Could you repeat the records below exactly as written?

*** Opening LISTED RECORDS ***

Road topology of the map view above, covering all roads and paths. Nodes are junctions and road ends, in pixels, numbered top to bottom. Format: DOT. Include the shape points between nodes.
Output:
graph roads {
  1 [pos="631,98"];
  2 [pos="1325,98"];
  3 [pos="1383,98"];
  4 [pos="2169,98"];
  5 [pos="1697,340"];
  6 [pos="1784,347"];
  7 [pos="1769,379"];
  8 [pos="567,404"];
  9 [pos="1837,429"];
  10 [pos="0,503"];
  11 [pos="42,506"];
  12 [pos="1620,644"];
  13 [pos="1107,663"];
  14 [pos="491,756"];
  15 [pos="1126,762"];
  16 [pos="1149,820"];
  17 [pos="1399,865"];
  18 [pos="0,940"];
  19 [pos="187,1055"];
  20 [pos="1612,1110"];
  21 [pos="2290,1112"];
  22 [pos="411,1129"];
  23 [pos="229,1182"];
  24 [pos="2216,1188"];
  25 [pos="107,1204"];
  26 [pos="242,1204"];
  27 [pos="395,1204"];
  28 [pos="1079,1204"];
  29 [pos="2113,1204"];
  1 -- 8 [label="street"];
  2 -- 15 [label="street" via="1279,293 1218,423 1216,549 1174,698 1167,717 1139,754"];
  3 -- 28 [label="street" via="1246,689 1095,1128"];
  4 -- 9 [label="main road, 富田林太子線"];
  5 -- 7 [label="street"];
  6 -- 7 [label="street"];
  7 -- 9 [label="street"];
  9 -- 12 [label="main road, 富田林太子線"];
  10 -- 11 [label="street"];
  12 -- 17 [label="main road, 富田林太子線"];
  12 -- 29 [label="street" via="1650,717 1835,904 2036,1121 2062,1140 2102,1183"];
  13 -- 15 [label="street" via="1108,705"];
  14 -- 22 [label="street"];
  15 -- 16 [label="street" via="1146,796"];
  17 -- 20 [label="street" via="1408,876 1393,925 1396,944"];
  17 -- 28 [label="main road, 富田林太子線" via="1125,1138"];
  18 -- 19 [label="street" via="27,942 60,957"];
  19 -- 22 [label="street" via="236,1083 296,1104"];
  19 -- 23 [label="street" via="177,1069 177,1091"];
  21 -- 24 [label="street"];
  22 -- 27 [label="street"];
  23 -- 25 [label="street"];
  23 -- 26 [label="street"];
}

*** Closing LISTED RECORDS ***

* **TASK ANSWER**:
Road topology of the map view above, covering all roads and paths. Nodes are junctions and road ends, in pixels, numbered top to bottom. Format: DOT. Include the shape points between nodes.
Output:
graph roads {
  1 [pos="631,98"];
  2 [pos="1325,98"];
  3 [pos="1383,98"];
  4 [pos="2169,98"];
  5 [pos="1697,340"];
  6 [pos="1784,347"];
  7 [pos="1769,379"];
  8 [pos="567,404"];
  9 [pos="1837,429"];
  10 [pos="0,503"];
  11 [pos="42,506"];
  12 [pos="1620,644"];
  13 [pos="1107,663"];
  14 [pos="491,756"];
  15 [pos="1126,762"];
  16 [pos="1149,820"];
  17 [pos="1399,865"];
  18 [pos="0,940"];
  19 [pos="187,1055"];
  20 [pos="1612,1110"];
  21 [pos="2290,1112"];
  22 [pos="411,1129"];
  23 [pos="229,1182"];
  24 [pos="2216,1188"];
  25 [pos="107,1204"];
  26 [pos="242,1204"];
  27 [pos="395,1204"];
  28 [pos="1079,1204"];
  29 [pos="2113,1204"];
  1 -- 8 [label="street"];
  2 -- 15 [label="street" via="1279,293 1218,423 1216,549 1174,698 1167,717 1139,754"];
  3 -- 28 [label="street" via="1246,689 1095,1128"];
  4 -- 9 [label="main road, 富田林太子線"];
  5 -- 7 [label="street"];
  6 -- 7 [label="street"];
  7 -- 9 [label="street"];
  9 -- 12 [label="main road, 富田林太子線"];
  10 -- 11 [label="street"];
  12 -- 17 [label="main road, 富田林太子線"];
  12 -- 29 [label="street" via="1650,717 1835,904 2036,1121 2062,1140 2102,1183"];
  13 -- 15 [label="street" via="1108,705"];
  14 -- 22 [label="street"];
  15 -- 16 [label="street" via="1146,796"];
  17 -- 20 [label="street" via="1408,876 1393,925 1396,944"];
  17 -- 28 [label="main road, 富田林太子線" via="1125,1138"];
  18 -- 19 [label="street" via="27,942 60,957"];
  19 -- 22 [label="street" via="236,1083 296,1104"];
  19 -- 23 [label="street" via="177,1069 177,1091"];
  21 -- 24 [label="street"];
  22 -- 27 [label="street"];
  23 -- 25 [label="street"];
  23 -- 26 [label="street"];
}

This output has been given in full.